- _MATERIAL PROVIDED_:
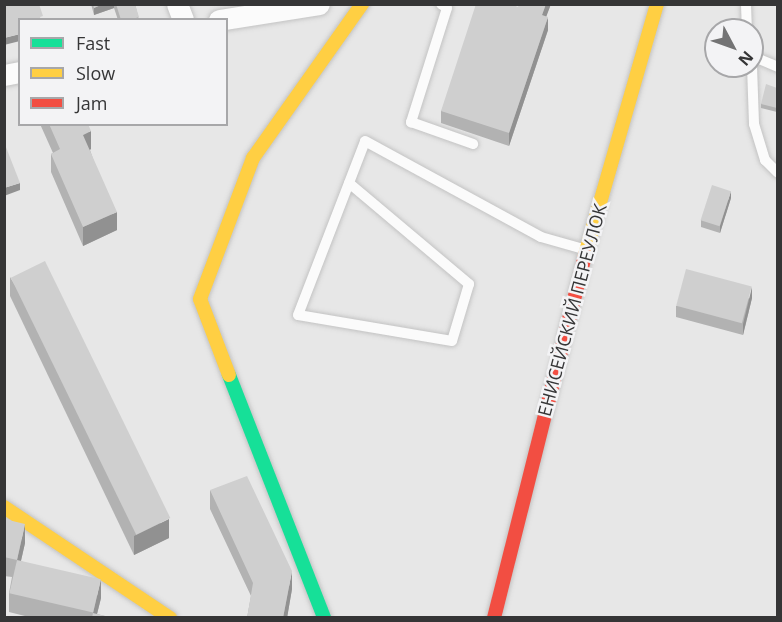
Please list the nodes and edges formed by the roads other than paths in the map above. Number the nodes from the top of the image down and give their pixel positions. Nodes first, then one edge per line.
1 (319, 4) edge
2 (362, 4) edge
3 (441, 4) edge
4 (657, 4) edge
5 (228, 19) edge
6 (752, 78) edge
7 (473, 144) dead end
8 (777, 173) edge
9 (349, 183) junction
10 (587, 249) junction
11 (4, 507) edge
12 (170, 618) edge
13 (324, 618) edge
14 (494, 618) edge

1 - 5 street
2 - 13 street
3 - 7 lane
4 - 10 street, ЕНИСЕЙСКИЙ ПЕРЕУЛОК
6 - 8 lane
9 - 9 lane
9 - 10 lane
10 - 14 street, ЕНИСЕЙСКИЙ ПЕРЕУЛОК
11 - 12 street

- _REQUIRED WORK_: Leave out the pictures and retype the rest of the entries exactly.

- _THE ANSWER_:
Please list the nodes and edges formed by the roads other than paths in the map above. Number the nodes from the top of the image down and give their pixel positions. Nodes first, then one edge per line.
1 (319, 4) edge
2 (362, 4) edge
3 (441, 4) edge
4 (657, 4) edge
5 (228, 19) edge
6 (752, 78) edge
7 (473, 144) dead end
8 (777, 173) edge
9 (349, 183) junction
10 (587, 249) junction
11 (4, 507) edge
12 (170, 618) edge
13 (324, 618) edge
14 (494, 618) edge

1 - 5 street
2 - 13 street
3 - 7 lane
4 - 10 street, ЕНИСЕЙСКИЙ ПЕРЕУЛОК
6 - 8 lane
9 - 9 lane
9 - 10 lane
10 - 14 street, ЕНИСЕЙСКИЙ ПЕРЕУЛОК
11 - 12 street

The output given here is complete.